Hard drive had reallocated sectors...but now it magically doesn't! Can I trust it?

Solution 1:

If it were me, I wouldn't trust it. It's already been marked as bad. Not as a warning, but as flat out "This sector is bad, no doubt about it."

By nature of SMART, it's programmed the way it is to find real problems vs. good drive (duh). If it says they were bad, I'd stick with that.

Ask yourself one question: Is it easier to replace a drive or the data?

Solution 2:

I contacted Seagate regarding the issue and they did not provide any further information, but they didn't have any problem honoring the warranty.

I just feel bad for the sucker who gets the drive that I sent in, if Seagate just ends up running SMART diagnostics, and resetting the SMART counters and boxing the drive back up when they fail to find any problems.

Solution 3:

I had the same problem some days ago with a drive with 100+ errored sectors. I used dd to check the surface... and magically the errored sectors where gone.

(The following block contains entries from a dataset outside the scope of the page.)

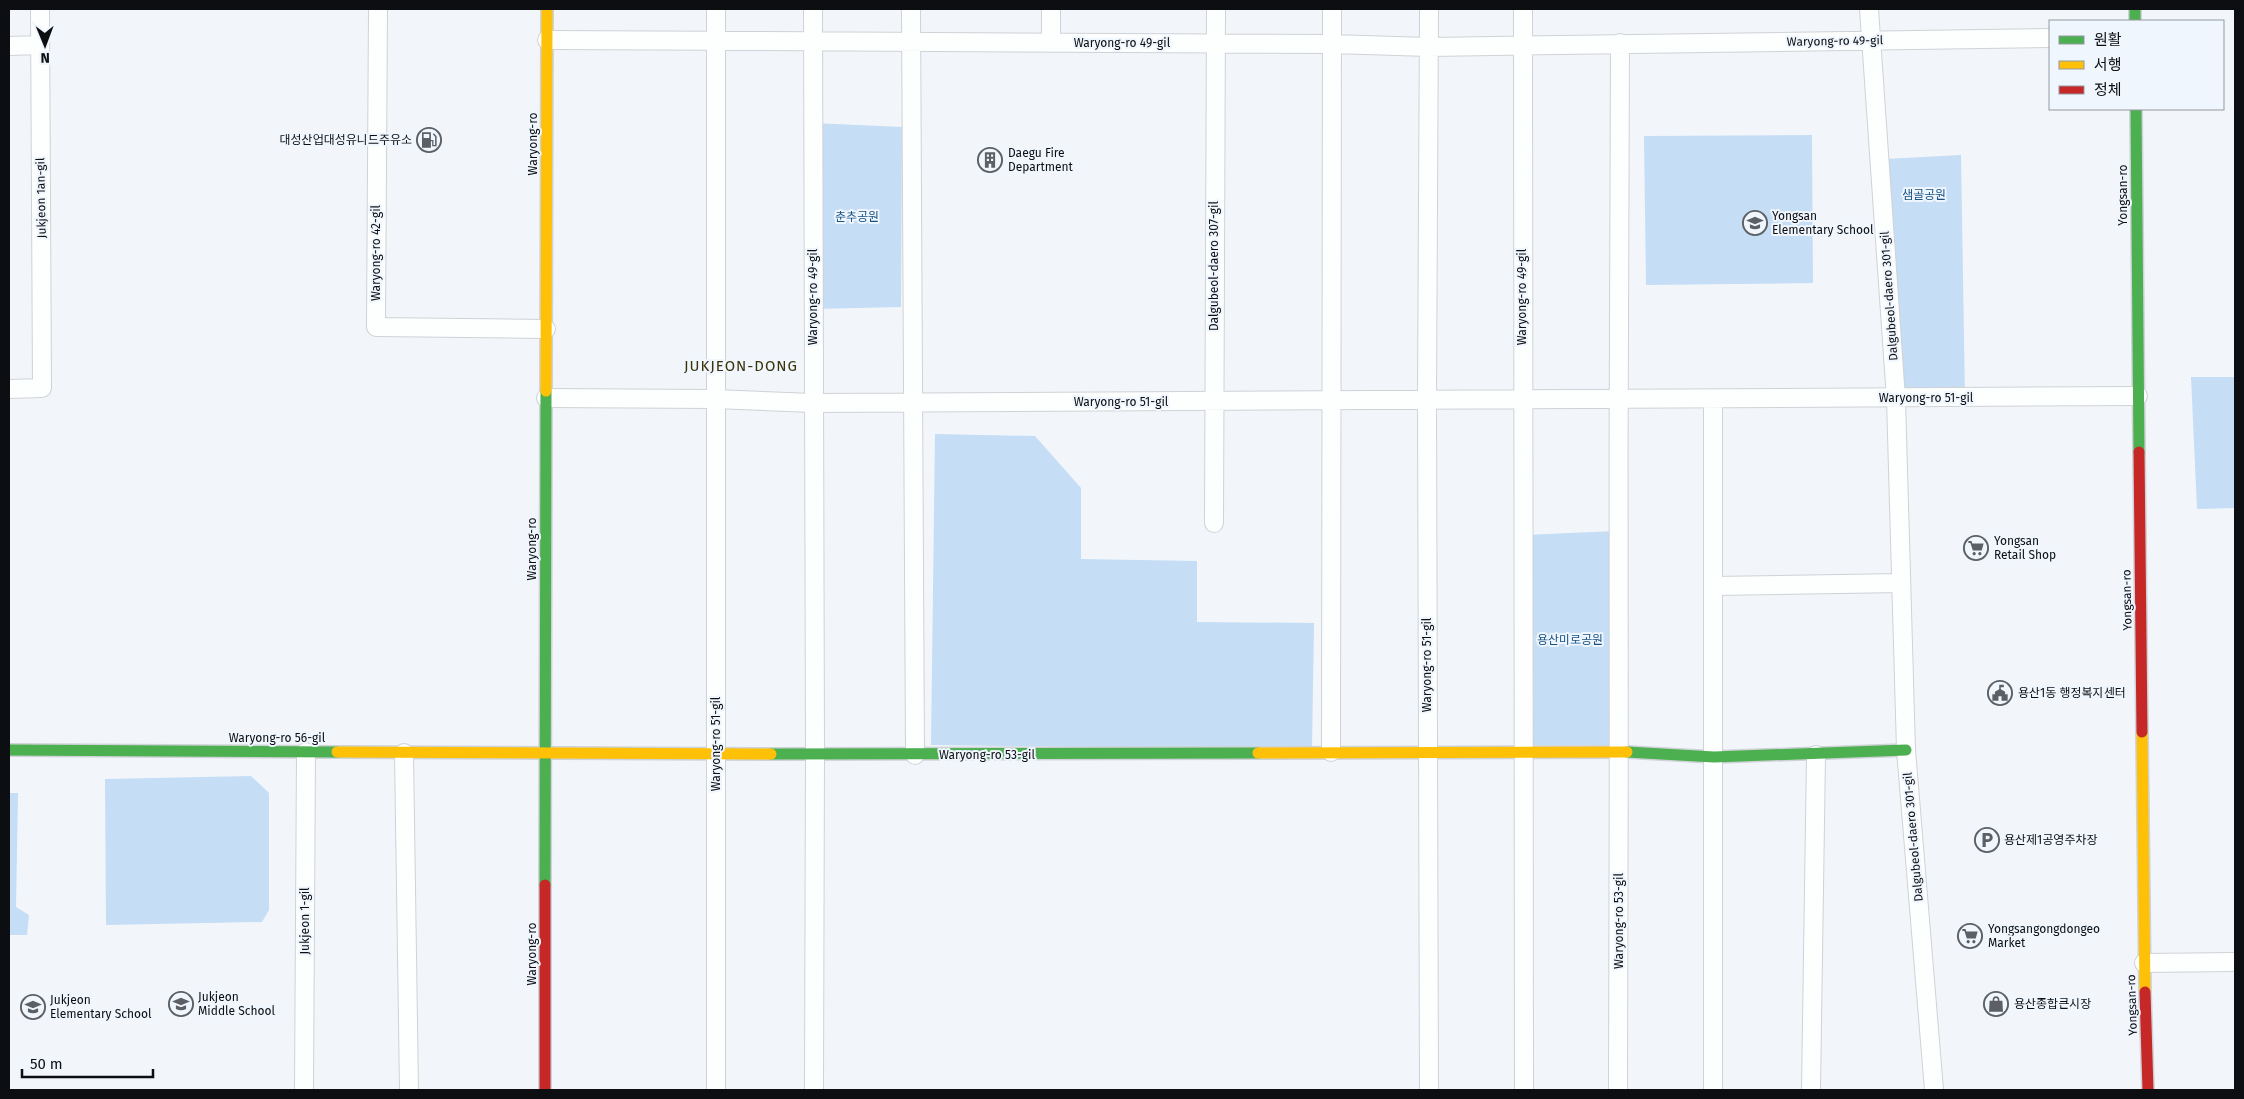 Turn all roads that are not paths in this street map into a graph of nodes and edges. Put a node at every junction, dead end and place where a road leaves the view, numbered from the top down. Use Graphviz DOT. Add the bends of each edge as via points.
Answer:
graph roads {
  1 [pos="40,9"];
  2 [pos="378,9"];
  3 [pos="547,9"];
  4 [pos="716,9"];
  5 [pos="813,9"];
  6 [pos="912,9"];
  7 [pos="1051,9"];
  8 [pos="1216,9"];
  9 [pos="1332,9"];
  10 [pos="1429,9"];
  11 [pos="1522,9"];
  12 [pos="1869,9"];
  13 [pos="2049,38"];
  14 [pos="547,40"];
  15 [pos="1871,41"];
  16 [pos="716,42"];
  17 [pos="812,42"];
  18 [pos="912,42"];
  19 [pos="1052,43"];
  20 [pos="1215,43"];
  21 [pos="1332,44"];
  22 [pos="1620,44"];
  23 [pos="39,45"];
  24 [pos="1522,45"];
  25 [pos="9,46"];
  26 [pos="1429,46"];
  27 [pos="2136,110"];
  28 [pos="546,329"];
  29 [pos="9,389"];
  30 [pos="2138,396"];
  31 [pos="546,398"];
  32 [pos="715,398"];
  33 [pos="1330,398"];
  34 [pos="1896,398"];
  35 [pos="1427,399"];
  36 [pos="1521,399"];
  37 [pos="1617,399"];
  38 [pos="1713,399"];
  39 [pos="1213,401"];
  40 [pos="912,402"];
  41 [pos="813,403"];
  42 [pos="1214,523"];
  43 [pos="1901,583"];
  44 [pos="1714,586"];
  45 [pos="9,750"];
  46 [pos="1906,750"];
  47 [pos="1523,751"];
  48 [pos="1620,751"];
  49 [pos="306,752"];
  50 [pos="1331,752"];
  51 [pos="1428,752"];
  52 [pos="404,753"];
  53 [pos="815,753"];
  54 [pos="546,754"];
  55 [pos="716,754"];
  56 [pos="1816,754"];
  57 [pos="915,755"];
  58 [pos="1714,757"];
  59 [pos="2235,962"];
  60 [pos="2144,963"];
  61 [pos="304,1090"];
  62 [pos="409,1090"];
  63 [pos="545,1090"];
  64 [pos="716,1090"];
  65 [pos="814,1090"];
  66 [pos="1428,1090"];
  67 [pos="1524,1090"];
  68 [pos="1618,1090"];
  69 [pos="1713,1090"];
  70 [pos="1811,1090"];
  71 [pos="1934,1090"];
  72 [pos="2148,1090"];
  1 -- 23 [label="street, Jukjeon 1an-gil"];
  2 -- 28 [label="street, Waryong-ro 42-gil" via="376,327"];
  3 -- 14 [label="main road, Waryong-ro"];
  4 -- 16 [label="street"];
  5 -- 17 [label="street"];
  6 -- 18 [label="street"];
  7 -- 19 [label="street"];
  8 -- 20 [label="street, Dalgubeol-daero 307-gil"];
  9 -- 21 [label="street"];
  10 -- 26 [label="street"];
  11 -- 24 [label="street"];
  12 -- 15 [label="street, Dalgubeol-daero 301-gil"];
  13 -- 15 [label="street, Waryong-ro 49-gil"];
  14 -- 16 [label="street, Waryong-ro 49-gil"];
  14 -- 28 [label="main road, Waryong-ro"];
  15 -- 22 [label="street, Waryong-ro 49-gil"];
  15 -- 34 [label="street, Dalgubeol-daero 301-gil"];
  16 -- 17 [label="street, Waryong-ro 49-gil"];
  16 -- 32 [label="street"];
  17 -- 18 [label="street, Waryong-ro 49-gil"];
  17 -- 41 [label="street, Waryong-ro 49-gil"];
  18 -- 19 [label="street, Waryong-ro 49-gil"];
  18 -- 40 [label="street"];
  19 -- 20 [label="street, Waryong-ro 49-gil"];
  20 -- 21 [label="street, Waryong-ro 49-gil"];
  20 -- 39 [label="street, Dalgubeol-daero 307-gil"];
  21 -- 26 [label="street, Waryong-ro 49-gil"];
  21 -- 33 [label="street"];
  22 -- 24 [label="street, Waryong-ro 49-gil"];
  22 -- 37 [label="street"];
  23 -- 25 [label="street"];
  23 -- 29 [label="street, Jukjeon 1an-gil" via="42,388"];
  24 -- 26 [label="street, Waryong-ro 49-gil"];
  24 -- 36 [label="street, Waryong-ro 49-gil"];
  26 -- 35 [label="street"];
  27 -- 30 [label="main road, Yongsan-ro"];
  28 -- 31 [label="main road, Waryong-ro"];
  30 -- 34 [label="street, Waryong-ro 51-gil"];
  30 -- 60 [label="main road, Yongsan-ro"];
  31 -- 32 [label="street, Waryong-ro 51-gil"];
  31 -- 54 [label="main road, Waryong-ro"];
  32 -- 41 [label="street, Waryong-ro 51-gil"];
  32 -- 55 [label="street, Waryong-ro 51-gil"];
  33 -- 35 [label="street, Waryong-ro 51-gil"];
  33 -- 39 [label="street, Waryong-ro 51-gil"];
  33 -- 50 [label="street"];
  34 -- 38 [label="street, Waryong-ro 51-gil"];
  34 -- 43 [label="street, Dalgubeol-daero 301-gil"];
  35 -- 36 [label="street, Waryong-ro 51-gil"];
  35 -- 51 [label="street, Waryong-ro 51-gil"];
  36 -- 37 [label="street, Waryong-ro 51-gil"];
  36 -- 47 [label="street"];
  37 -- 38 [label="street, Waryong-ro 51-gil"];
  37 -- 48 [label="street"];
  38 -- 44 [label="street"];
  39 -- 40 [label="street, Waryong-ro 51-gil"];
  39 -- 42 [label="street, Dalgubeol-daero 307-gil"];
  40 -- 41 [label="street, Waryong-ro 51-gil"];
  40 -- 57 [label="street"];
  41 -- 53 [label="street"];
  43 -- 44 [label="street"];
  43 -- 46 [label="street, Dalgubeol-daero 301-gil"];
  44 -- 58 [label="street"];
  45 -- 49 [label="main road, Waryong-ro 56-gil"];
  46 -- 56 [label="main road, Waryong-ro 53-gil"];
  46 -- 71 [label="street, Dalgubeol-daero 301-gil"];
  47 -- 48 [label="main road, Waryong-ro 53-gil"];
  47 -- 51 [label="main road, Waryong-ro 53-gil"];
  47 -- 67 [label="street"];
  48 -- 58 [label="main road, Waryong-ro 53-gil"];
  48 -- 68 [label="street, Waryong-ro 53-gil"];
  49 -- 52 [label="main road, Waryong-ro 56-gil"];
  49 -- 61 [label="street, Jukjeon 1-gil"];
  50 -- 51 [label="main road, Waryong-ro 53-gil"];
  50 -- 57 [label="main road, Waryong-ro 53-gil"];
  51 -- 66 [label="street"];
  52 -- 54 [label="main road, Waryong-ro 56-gil"];
  52 -- 62 [label="street"];
  53 -- 55 [label="main road, Waryong-ro 53-gil"];
  53 -- 57 [label="main road, Waryong-ro 53-gil"];
  53 -- 65 [label="street"];
  54 -- 55 [label="main road, Waryong-ro 53-gil"];
  54 -- 63 [label="main road, Waryong-ro"];
  55 -- 64 [label="street, Waryong-ro 51-gil"];
  56 -- 58 [label="main road, Waryong-ro 53-gil"];
  56 -- 70 [label="street"];
  58 -- 69 [label="street"];
  59 -- 60 [label="street"];
  60 -- 72 [label="main road, Yongsan-ro"];
}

So I read Hitachi's documentations. One of them garanty their profesionnal drives don't do this (they use a special sentence for that, but I forgot which). Nothing about the consumer drives, so I guess they hide those sectors in certain circumstances.
I didn't read other companies datasheets in detail, but they probably do the same thing.

My personnel conclusion is : manufacturers no longer (if they already did) report correct error sector count on consumer grade drives. This is probably to let their drive appear better than in reallity.